* PROBLEM TO WORK ON
Go through the data and retrieve each line that includes the string "numbered".

[Records from a data collection]

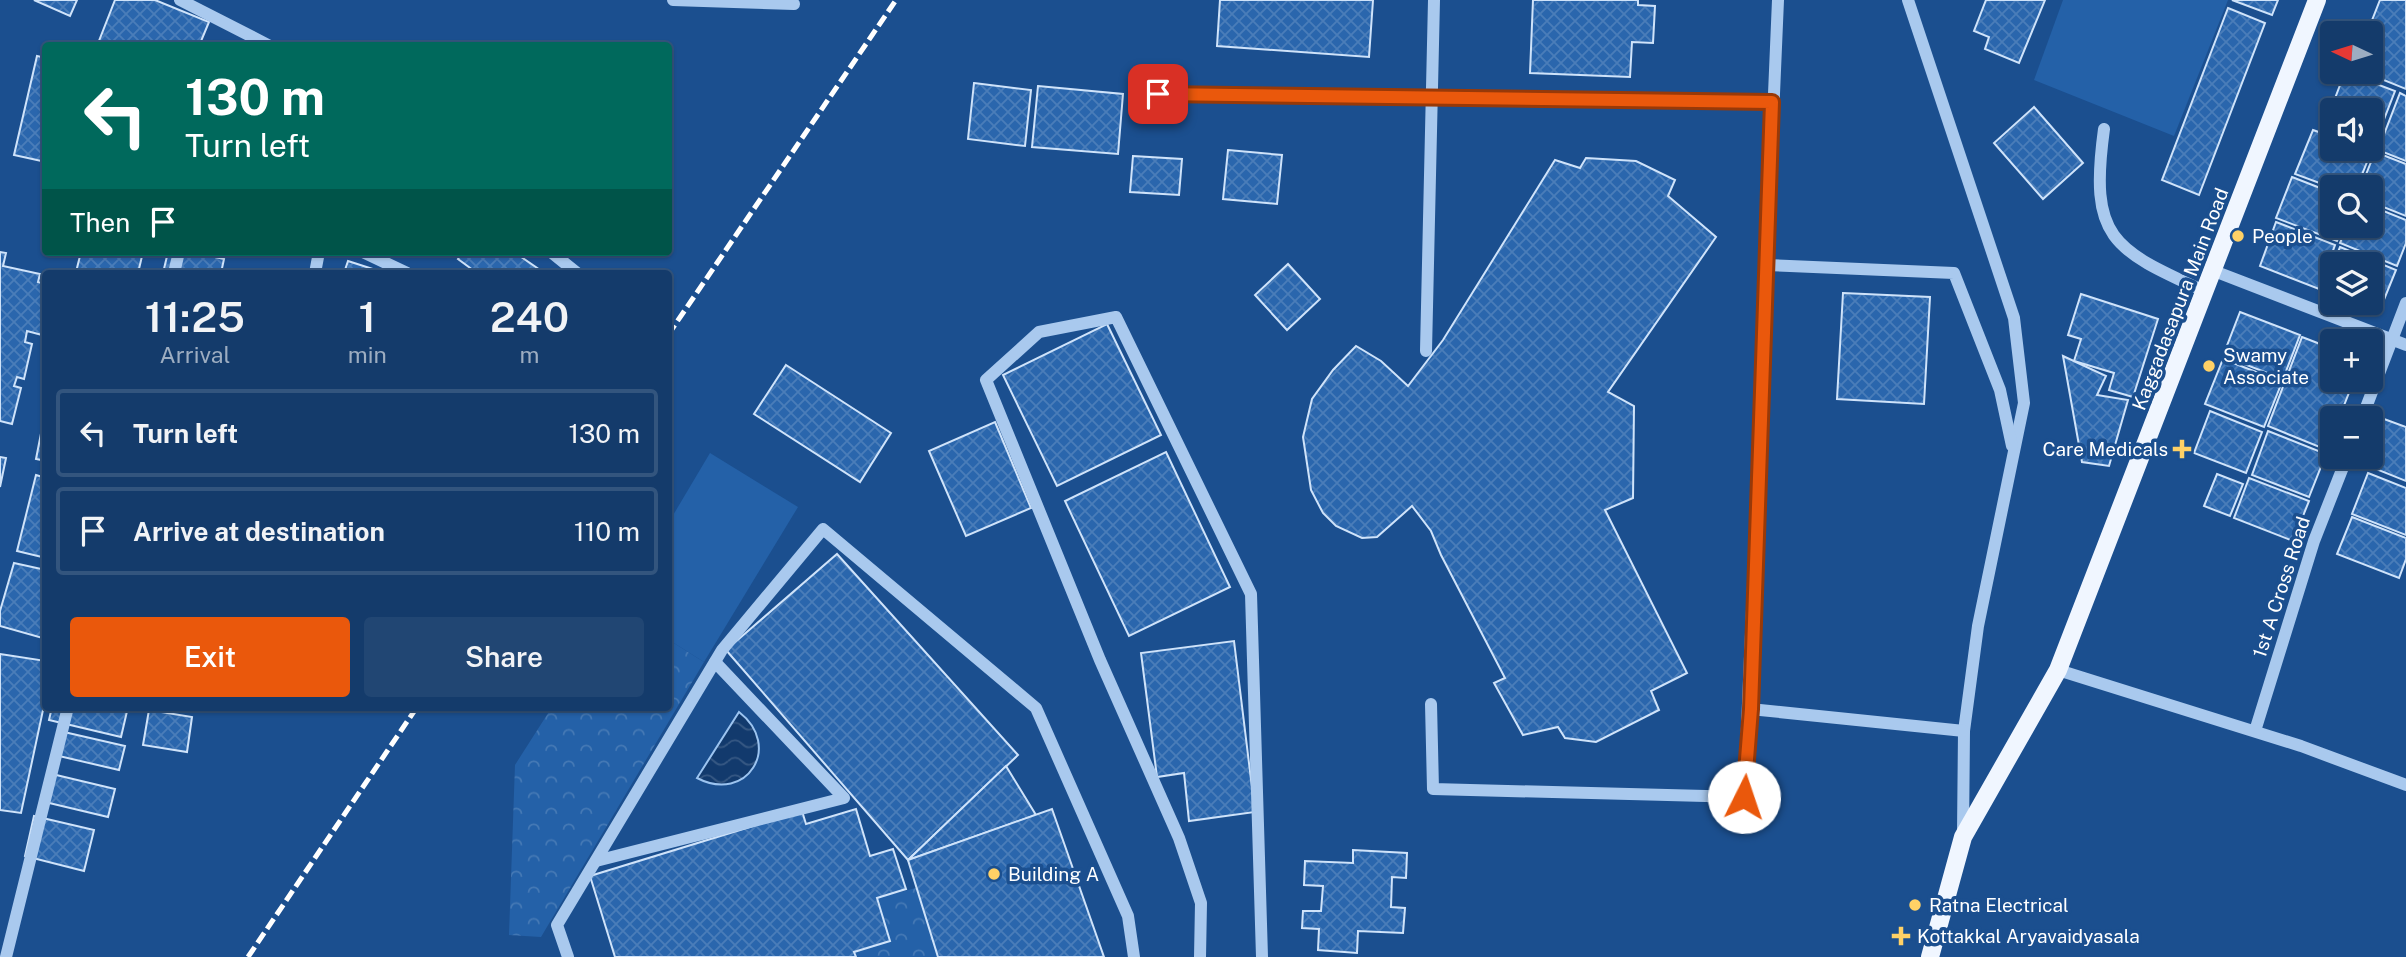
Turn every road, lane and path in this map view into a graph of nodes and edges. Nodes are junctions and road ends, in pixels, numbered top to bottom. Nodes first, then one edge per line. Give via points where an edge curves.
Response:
1 (180, 0) edge
2 (673, 0) edge
3 (1434, 0) edge
4 (1778, 0) edge
5 (1908, 0) edge
6 (2317, 0) edge
7 (794, 4) dead end
8 (243, 39) edge
9 (1158, 94) dead end
10 (1430, 100) junction
11 (1772, 102) junction
12 (2104, 129) dead end
13 (371, 256) edge
14 (556, 256) edge
15 (1766, 265) junction
16 (401, 270) edge
17 (573, 270) edge
18 (2214, 271) junction
19 (2206, 292) junction
20 (2406, 303) edge
21 (2392, 340) junction
22 (2406, 345) edge
23 (1426, 351) dead end
24 (2367, 406) edge
25 (2014, 454) junction
26 (2342, 469) edge
27 (715, 662) junction
28 (2058, 670) junction
29 (1431, 704) dead end
30 (1751, 709) junction
31 (67, 711) edge
32 (1964, 731) junction
33 (2255, 731) junction
34 (2406, 785) edge
35 (1963, 837) junction
36 (596, 860) junction
37 (6, 957) edge
38 (568, 957) edge
39 (1134, 957) edge
40 (1200, 957) edge
41 (1262, 957) edge
42 (1930, 957) edge

1 - 8 street
2 - 7 street
3 - 10 street
4 - 11 street
5 - 25 street via 2014,318 2024,402
6 - 18 main road, Kaggadasapura Main Road
9 - 10 street
10 - 11 street
10 - 23 street
11 - 15 street
12 - 19 street via 2100,203 2115,239 2137,259
13 - 16 street
14 - 17 street
15 - 25 street via 1954,274 2000,390
15 - 30 street
18 - 19 main road, Kaggadasapura Main Road
18 - 21 street
19 - 28 main road, Kaggadasapura Main Road
20 - 21 street
21 - 22 street
21 - 24 street
25 - 32 street via 1978,626
26 - 33 street, 1st A Cross Road via 2314,541
27 - 36 street
27 - 36 street via 844,798
27 - 39 street via 823,529 1037,708 1128,916
28 - 33 street
28 - 35 main road, Kaggadasapura Main Road
29 - 30 street via 1433,789 1744,797
30 - 32 street
31 - 37 street
32 - 35 street
33 - 34 street
35 - 42 main road, Kaggadasapura Main Road
36 - 38 street via 557,926
40 - 41 street via 1201,903 1179,838 1100,660 986,380 1039,332 1116,317 1251,594

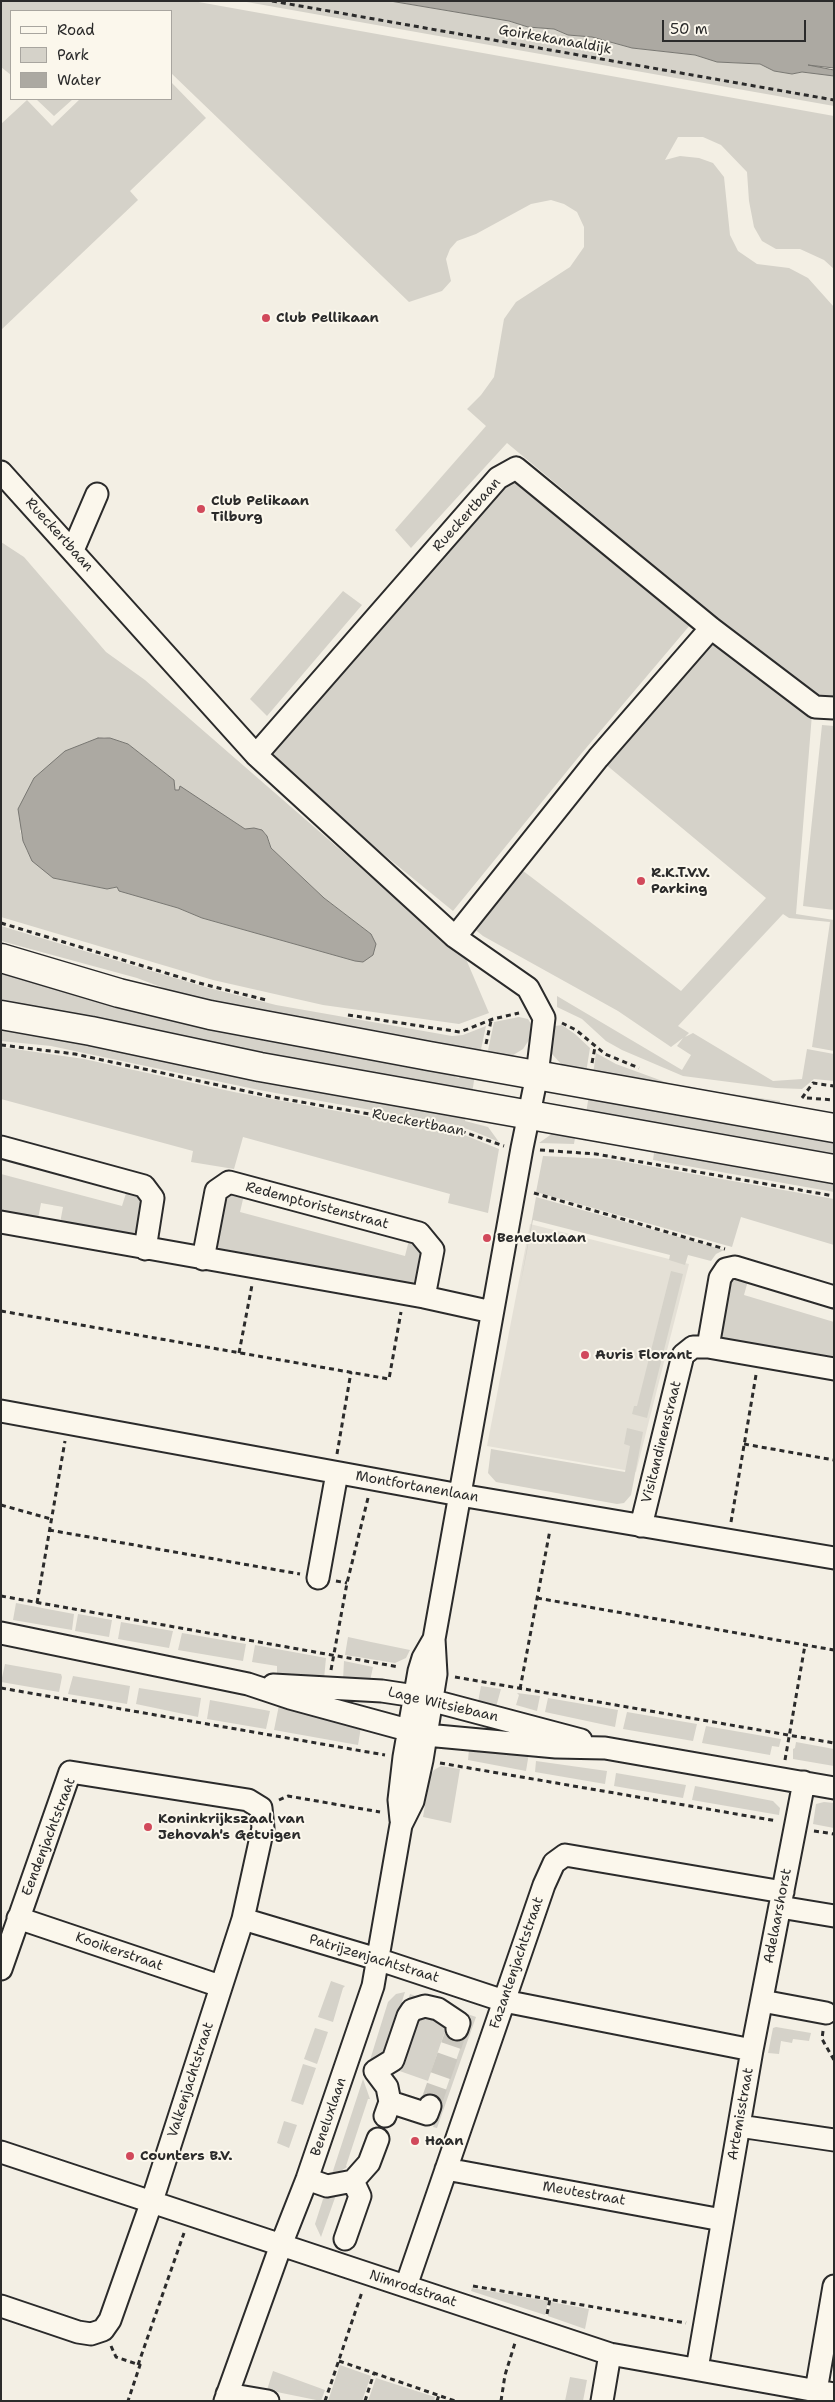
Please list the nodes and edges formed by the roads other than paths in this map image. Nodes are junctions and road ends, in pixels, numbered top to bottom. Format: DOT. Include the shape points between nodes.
graph roads {
  1 [pos="1,472"];
  2 [pos="97,494"];
  3 [pos="74,550"];
  4 [pos="711,628"];
  5 [pos="834,708"];
  6 [pos="256,755"];
  7 [pos="454,937"];
  8 [pos="1,958"];
  9 [pos="1,1015"];
  10 [pos="537,1075"];
  11 [pos="528,1115"];
  12 [pos="834,1128"];
  13 [pos="1,1147"];
  14 [pos="834,1169"];
  15 [pos="1,1222"];
  16 [pos="145,1249"];
  17 [pos="203,1259"];
  18 [pos="414,1296"];
  19 [pos="834,1297"];
  20 [pos="492,1312"];
  21 [pos="708,1346"];
  22 [pos="834,1369"];
  23 [pos="1,1411"];
  24 [pos="336,1472"];
  25 [pos="460,1495"];
  26 [pos="641,1526"];
  27 [pos="834,1558"];
  28 [pos="318,1578"];
  29 [pos="1,1633"];
  30 [pos="248,1684"];
  31 [pos="423,1697"];
  32 [pos="417,1733"];
  33 [pos="605,1748"];
  34 [pos="804,1782"];
  35 [pos="834,1788"];
  36 [pos="261,1808"];
  37 [pos="782,1900"];
  38 [pos="834,1916"];
  39 [pos="18,1918"];
  40 [pos="243,1919"];
  41 [pos="377,1959"];
  42 [pos="1,1969"];
  43 [pos="220,1986"];
  44 [pos="504,2001"];
  45 [pos="762,2001"];
  46 [pos="826,2013"];
  47 [pos="457,2029"];
  48 [pos="752,2050"];
  49 [pos="349,2062"];
  50 [pos="375,2071"];
  51 [pos="430,2106"];
  52 [pos="738,2126"];
  53 [pos="378,2139"];
  54 [pos="834,2140"];
  55 [pos="1,2152"];
  56 [pos="446,2169"];
  57 [pos="307,2180"];
  58 [pos="353,2181"];
  59 [pos="152,2202"];
  60 [pos="722,2220"];
  61 [pos="345,2239"];
  62 [pos="281,2244"];
  63 [pos="406,2286"];
  64 [pos="834,2286"];
  65 [pos="1,2306"];
  66 [pos="610,2354"];
  67 [pos="697,2369"];
  68 [pos="825,2392"];
  69 [pos="226,2397"];
  70 [pos="268,2401"];
  71 [pos="602,2401"];
  1 -- 3 [label="street, Rueckertbaan"];
  2 -- 3 [label="street"];
  3 -- 6 [label="street, Rueckertbaan"];
  4 -- 5 [label="street, Rueckertbaan" via="816,707"];
  4 -- 6 [label="street, Rueckertbaan" via="516,468 498,478"];
  4 -- 7 [label="street" via="598,758"];
  6 -- 7 [label="street, Rueckertbaan"];
  7 -- 10 [label="street, Rueckertbaan" via="528,988 544,1018"];
  8 -- 10 [label="main road" via="119,993 210,1015"];
  9 -- 11 [label="main road, Rueckertbaan" via="260,1067"];
  10 -- 11 [label="street, Beneluxlaan"];
  10 -- 12 [label="main road"];
  11 -- 14 [label="main road, Rueckertbaan"];
  11 -- 20 [label="street, Beneluxlaan"];
  13 -- 16 [label="street" via="144,1186 153,1198"];
  15 -- 16 [label="street"];
  16 -- 17 [label="street"];
  17 -- 18 [label="street"];
  17 -- 18 [label="street, Redemptoristenstraat" via="216,1191 229,1182 419,1233 433,1250"];
  18 -- 20 [label="street"];
  19 -- 21 [label="street" via="735,1268 726,1269 720,1278"];
  20 -- 25 [label="street, Beneluxlaan"];
  21 -- 22 [label="street"];
  21 -- 26 [label="street, Visitandinenstraat" via="693,1347 683,1356"];
  23 -- 24 [label="street, Montfortanenlaan"];
  24 -- 25 [label="street, Montfortanenlaan"];
  24 -- 28 [label="street"];
  25 -- 26 [label="street, Montfortanenlaan"];
  25 -- 31 [label="street, Beneluxlaan" via="434,1639 423,1658"];
  26 -- 27 [label="street, Montfortanenlaan"];
  29 -- 30 [label="street, Lage Witsiebaan"];
  30 -- 31 [label="street, Lage Witsiebaan"];
  30 -- 32 [label="street, Lage Witsiebaan"];
  31 -- 32 [label="street, Beneluxlaan"];
  31 -- 33 [label="street, Lage Witsiebaan" via="558,1732"];
  32 -- 33 [label="street, Lage Witsiebaan" via="556,1747"];
  32 -- 41 [label="street, Beneluxlaan" via="399,1800 402,1825"];
  33 -- 34 [label="street, Lage Witsiebaan"];
  34 -- 35 [label="street, Lage Witsiebaan"];
  34 -- 37 [label="street, Adelaarshorst"];
  36 -- 39 [label="street, Eendenjachtstraat" via="248,1800 70,1772"];
  36 -- 40 [label="street, Valkenjachtstraat" via="263,1828"];
  37 -- 38 [label="street, Fazantenjachtstraat"];
  37 -- 44 [label="street, Fazantenjachtstraat" via="565,1855 554,1863 544,1885"];
  37 -- 45 [label="street, Adelaarshorst"];
  39 -- 42 [label="street, Eendenjachtstraat"];
  39 -- 43 [label="street, Kooikerstraat"];
  40 -- 41 [label="street, Patrijzenjachtstraat"];
  40 -- 43 [label="street, Valkenjachtstraat"];
  41 -- 44 [label="street, Patrijzenjachtstraat"];
  41 -- 49 [label="street, Beneluxlaan" via="373,1986"];
  43 -- 59 [label="street, Valkenjachtstraat"];
  44 -- 48 [label="street, Artemisstraat"];
  44 -- 56 [label="street, Fazantenjachtstraat"];
  45 -- 46 [label="street"];
  45 -- 48 [label="street, Adelaarshorst"];
  47 -- 50 [label="street" via="459,2024 438,2009 418,2007 408,2016 393,2060"];
  48 -- 52 [label="street, Artemisstraat"];
  49 -- 50 [label="street"];
  49 -- 57 [label="street, Beneluxlaan"];
  50 -- 51 [label="street" via="387,2087 388,2109 428,2114"];
  52 -- 54 [label="street"];
  52 -- 60 [label="street, Artemisstraat"];
  53 -- 58 [label="street" via="370,2163"];
  55 -- 59 [label="street, Nimrodstraat"];
  56 -- 60 [label="street, Meutestraat"];
  56 -- 63 [label="street, Fazantenjachtstraat"];
  57 -- 58 [label="street" via="326,2186"];
  57 -- 62 [label="street, Beneluxlaan"];
  58 -- 61 [label="street" via="360,2196"];
  59 -- 62 [label="street, Nimrodstraat"];
  59 -- 65 [label="street, Valkenjachtstraat" via="110,2320 103,2330 91,2334 78,2332"];
  60 -- 67 [label="street, Artemisstraat"];
  62 -- 63 [label="street, Nimrodstraat"];
  62 -- 69 [label="street, Beneluxlaan"];
  63 -- 66 [label="street, Nimrodstraat"];
  64 -- 68 [label="street"];
  66 -- 67 [label="street, Nimrodstraat"];
  66 -- 71 [label="street"];
  67 -- 68 [label="street, Nimrodstraat"];
  69 -- 70 [label="street"];
}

* TASK ANSWER
Turn every road, lane and path in this map view into a graph of nodes and edges. Nodes are junctions and road ends, in pixels, numbered top to bottom. Nodes first, then one edge per line. Give via points where an edge curves.
Please list the nodes and edges formed by the roads other than paths in this map image. Nodes are junctions and road ends, in pixels, numbered top to bottom. Format: DOT. Include the shape points between nodes.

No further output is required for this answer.